(Collected data)
━━━━━━━━━━━━━━━━━━━━
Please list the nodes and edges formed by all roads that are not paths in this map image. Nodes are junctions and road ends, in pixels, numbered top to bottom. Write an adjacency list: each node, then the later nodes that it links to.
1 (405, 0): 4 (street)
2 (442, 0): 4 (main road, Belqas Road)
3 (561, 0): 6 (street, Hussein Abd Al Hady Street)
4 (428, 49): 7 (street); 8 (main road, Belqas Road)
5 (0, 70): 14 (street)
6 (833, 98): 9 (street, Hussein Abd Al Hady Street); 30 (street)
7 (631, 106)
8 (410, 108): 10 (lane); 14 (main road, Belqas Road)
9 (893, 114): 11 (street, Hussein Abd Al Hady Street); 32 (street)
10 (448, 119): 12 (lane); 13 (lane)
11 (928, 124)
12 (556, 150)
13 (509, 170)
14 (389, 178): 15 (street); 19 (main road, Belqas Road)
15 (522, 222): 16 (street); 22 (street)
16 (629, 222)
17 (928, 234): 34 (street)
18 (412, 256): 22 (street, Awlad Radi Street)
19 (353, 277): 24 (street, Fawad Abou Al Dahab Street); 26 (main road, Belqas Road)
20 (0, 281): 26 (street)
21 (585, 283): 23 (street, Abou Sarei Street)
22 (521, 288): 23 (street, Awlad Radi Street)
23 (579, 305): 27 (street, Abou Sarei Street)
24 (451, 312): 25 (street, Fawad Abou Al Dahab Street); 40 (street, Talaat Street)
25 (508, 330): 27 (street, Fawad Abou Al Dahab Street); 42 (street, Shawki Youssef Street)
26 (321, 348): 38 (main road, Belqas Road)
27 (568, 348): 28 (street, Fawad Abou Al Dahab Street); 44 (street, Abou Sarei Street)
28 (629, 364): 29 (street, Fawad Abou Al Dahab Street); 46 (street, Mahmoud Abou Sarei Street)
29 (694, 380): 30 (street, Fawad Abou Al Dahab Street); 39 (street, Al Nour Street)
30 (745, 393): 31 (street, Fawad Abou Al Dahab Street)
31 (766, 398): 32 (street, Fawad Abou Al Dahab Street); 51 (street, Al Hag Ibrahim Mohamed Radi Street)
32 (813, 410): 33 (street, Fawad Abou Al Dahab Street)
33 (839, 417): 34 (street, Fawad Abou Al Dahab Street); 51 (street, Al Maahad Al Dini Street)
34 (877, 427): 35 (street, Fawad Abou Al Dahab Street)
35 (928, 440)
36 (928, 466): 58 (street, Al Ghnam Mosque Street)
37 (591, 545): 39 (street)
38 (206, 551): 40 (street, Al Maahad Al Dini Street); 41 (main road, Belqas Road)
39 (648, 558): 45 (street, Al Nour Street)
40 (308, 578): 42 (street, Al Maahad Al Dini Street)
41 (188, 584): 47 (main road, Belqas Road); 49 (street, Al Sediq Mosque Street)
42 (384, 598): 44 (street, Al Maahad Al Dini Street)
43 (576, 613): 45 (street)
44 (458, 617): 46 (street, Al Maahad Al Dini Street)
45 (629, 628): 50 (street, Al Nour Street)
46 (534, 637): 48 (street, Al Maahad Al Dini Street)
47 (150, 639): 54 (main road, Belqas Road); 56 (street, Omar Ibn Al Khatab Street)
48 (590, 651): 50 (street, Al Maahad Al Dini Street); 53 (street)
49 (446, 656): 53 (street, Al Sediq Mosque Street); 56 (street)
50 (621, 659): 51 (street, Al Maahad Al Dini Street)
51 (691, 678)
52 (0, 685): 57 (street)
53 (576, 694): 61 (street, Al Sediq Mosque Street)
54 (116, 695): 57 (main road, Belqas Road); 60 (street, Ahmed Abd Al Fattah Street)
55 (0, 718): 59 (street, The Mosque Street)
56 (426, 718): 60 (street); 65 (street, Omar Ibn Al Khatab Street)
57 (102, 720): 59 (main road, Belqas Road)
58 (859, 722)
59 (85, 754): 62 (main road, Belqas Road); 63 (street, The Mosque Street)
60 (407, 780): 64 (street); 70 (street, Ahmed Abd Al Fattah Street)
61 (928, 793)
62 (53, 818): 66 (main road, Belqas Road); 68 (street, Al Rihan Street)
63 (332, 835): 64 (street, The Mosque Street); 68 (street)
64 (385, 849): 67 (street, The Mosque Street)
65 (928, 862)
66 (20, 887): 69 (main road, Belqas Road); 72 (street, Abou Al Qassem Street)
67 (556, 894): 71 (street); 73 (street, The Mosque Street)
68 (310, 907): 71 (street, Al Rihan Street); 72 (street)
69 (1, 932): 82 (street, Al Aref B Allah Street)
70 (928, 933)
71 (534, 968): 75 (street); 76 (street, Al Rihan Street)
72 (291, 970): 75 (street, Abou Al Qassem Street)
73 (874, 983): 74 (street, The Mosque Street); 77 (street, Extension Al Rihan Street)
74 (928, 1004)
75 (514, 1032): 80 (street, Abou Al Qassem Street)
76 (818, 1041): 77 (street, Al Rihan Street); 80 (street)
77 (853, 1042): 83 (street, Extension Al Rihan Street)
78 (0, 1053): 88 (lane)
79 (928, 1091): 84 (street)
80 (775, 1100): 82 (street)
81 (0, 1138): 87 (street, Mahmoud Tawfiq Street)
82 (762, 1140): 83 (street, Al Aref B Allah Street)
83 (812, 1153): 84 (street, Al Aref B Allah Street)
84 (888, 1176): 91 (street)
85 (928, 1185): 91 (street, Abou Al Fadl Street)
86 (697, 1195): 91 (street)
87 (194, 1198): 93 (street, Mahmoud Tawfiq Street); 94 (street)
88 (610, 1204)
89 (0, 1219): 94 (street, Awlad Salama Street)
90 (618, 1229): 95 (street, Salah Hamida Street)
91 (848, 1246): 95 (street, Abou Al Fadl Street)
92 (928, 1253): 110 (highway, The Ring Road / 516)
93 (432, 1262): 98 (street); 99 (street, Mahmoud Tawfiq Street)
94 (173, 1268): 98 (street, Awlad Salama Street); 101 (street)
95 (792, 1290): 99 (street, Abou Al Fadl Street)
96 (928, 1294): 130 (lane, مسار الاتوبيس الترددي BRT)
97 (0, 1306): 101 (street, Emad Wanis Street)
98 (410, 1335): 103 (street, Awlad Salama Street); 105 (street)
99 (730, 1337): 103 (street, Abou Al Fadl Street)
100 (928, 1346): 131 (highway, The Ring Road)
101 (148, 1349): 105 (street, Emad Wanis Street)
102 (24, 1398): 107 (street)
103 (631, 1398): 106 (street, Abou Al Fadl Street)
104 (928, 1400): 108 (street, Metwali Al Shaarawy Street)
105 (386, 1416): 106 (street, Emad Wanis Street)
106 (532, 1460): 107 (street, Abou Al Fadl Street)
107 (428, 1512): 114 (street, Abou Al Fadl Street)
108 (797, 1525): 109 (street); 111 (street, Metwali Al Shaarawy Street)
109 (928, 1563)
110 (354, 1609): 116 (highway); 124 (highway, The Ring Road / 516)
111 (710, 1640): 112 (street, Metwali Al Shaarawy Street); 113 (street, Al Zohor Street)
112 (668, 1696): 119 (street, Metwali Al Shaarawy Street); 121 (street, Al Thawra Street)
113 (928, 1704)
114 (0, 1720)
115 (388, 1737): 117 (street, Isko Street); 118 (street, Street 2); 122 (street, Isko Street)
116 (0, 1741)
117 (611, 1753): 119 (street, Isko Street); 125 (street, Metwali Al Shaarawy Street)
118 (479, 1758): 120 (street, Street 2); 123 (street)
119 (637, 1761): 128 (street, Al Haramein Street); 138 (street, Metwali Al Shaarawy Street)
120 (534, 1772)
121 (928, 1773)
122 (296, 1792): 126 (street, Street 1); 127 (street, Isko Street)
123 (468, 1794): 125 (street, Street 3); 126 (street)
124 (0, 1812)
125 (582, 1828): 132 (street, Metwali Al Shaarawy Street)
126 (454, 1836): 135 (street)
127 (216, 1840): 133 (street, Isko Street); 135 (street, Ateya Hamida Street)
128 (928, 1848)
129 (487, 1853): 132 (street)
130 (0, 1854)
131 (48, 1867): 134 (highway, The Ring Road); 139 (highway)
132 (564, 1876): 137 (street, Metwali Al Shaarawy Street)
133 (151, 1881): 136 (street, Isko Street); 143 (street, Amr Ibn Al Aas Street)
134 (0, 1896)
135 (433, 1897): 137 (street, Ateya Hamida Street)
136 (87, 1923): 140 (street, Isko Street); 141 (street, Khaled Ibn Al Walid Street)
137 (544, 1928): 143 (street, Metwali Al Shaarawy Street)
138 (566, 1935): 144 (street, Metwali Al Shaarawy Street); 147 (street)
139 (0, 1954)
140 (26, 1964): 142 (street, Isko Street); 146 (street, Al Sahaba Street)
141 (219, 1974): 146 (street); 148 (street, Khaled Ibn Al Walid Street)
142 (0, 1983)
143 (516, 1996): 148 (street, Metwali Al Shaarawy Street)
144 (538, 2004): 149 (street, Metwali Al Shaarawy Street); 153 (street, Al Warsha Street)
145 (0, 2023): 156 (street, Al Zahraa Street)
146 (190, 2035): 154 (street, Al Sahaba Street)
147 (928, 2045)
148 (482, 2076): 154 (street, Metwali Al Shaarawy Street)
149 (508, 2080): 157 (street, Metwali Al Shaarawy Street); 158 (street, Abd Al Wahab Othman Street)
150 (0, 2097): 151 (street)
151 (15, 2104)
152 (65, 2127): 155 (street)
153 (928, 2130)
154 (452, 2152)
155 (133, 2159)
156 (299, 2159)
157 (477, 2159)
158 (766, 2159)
━━━━━━━━━━━━━━━━━━━━
- **What the task requires**
When a line in the data contains "Mosque", return it as written.

- **Reply to the task**
36 (928, 466): 58 (street, Al Ghnam Mosque Street)
41 (188, 584): 47 (main road, Belqas Road); 49 (street, Al Sediq Mosque Street)
49 (446, 656): 53 (street, Al Sediq Mosque Street); 56 (street)
53 (576, 694): 61 (street, Al Sediq Mosque Street)
55 (0, 718): 59 (street, The Mosque Street)
59 (85, 754): 62 (main road, Belqas Road); 63 (street, The Mosque Street)
63 (332, 835): 64 (street, The Mosque Street); 68 (street)
64 (385, 849): 67 (street, The Mosque Street)
67 (556, 894): 71 (street); 73 (street, The Mosque Street)
73 (874, 983): 74 (street, The Mosque Street); 77 (street, Extension Al Rihan Street)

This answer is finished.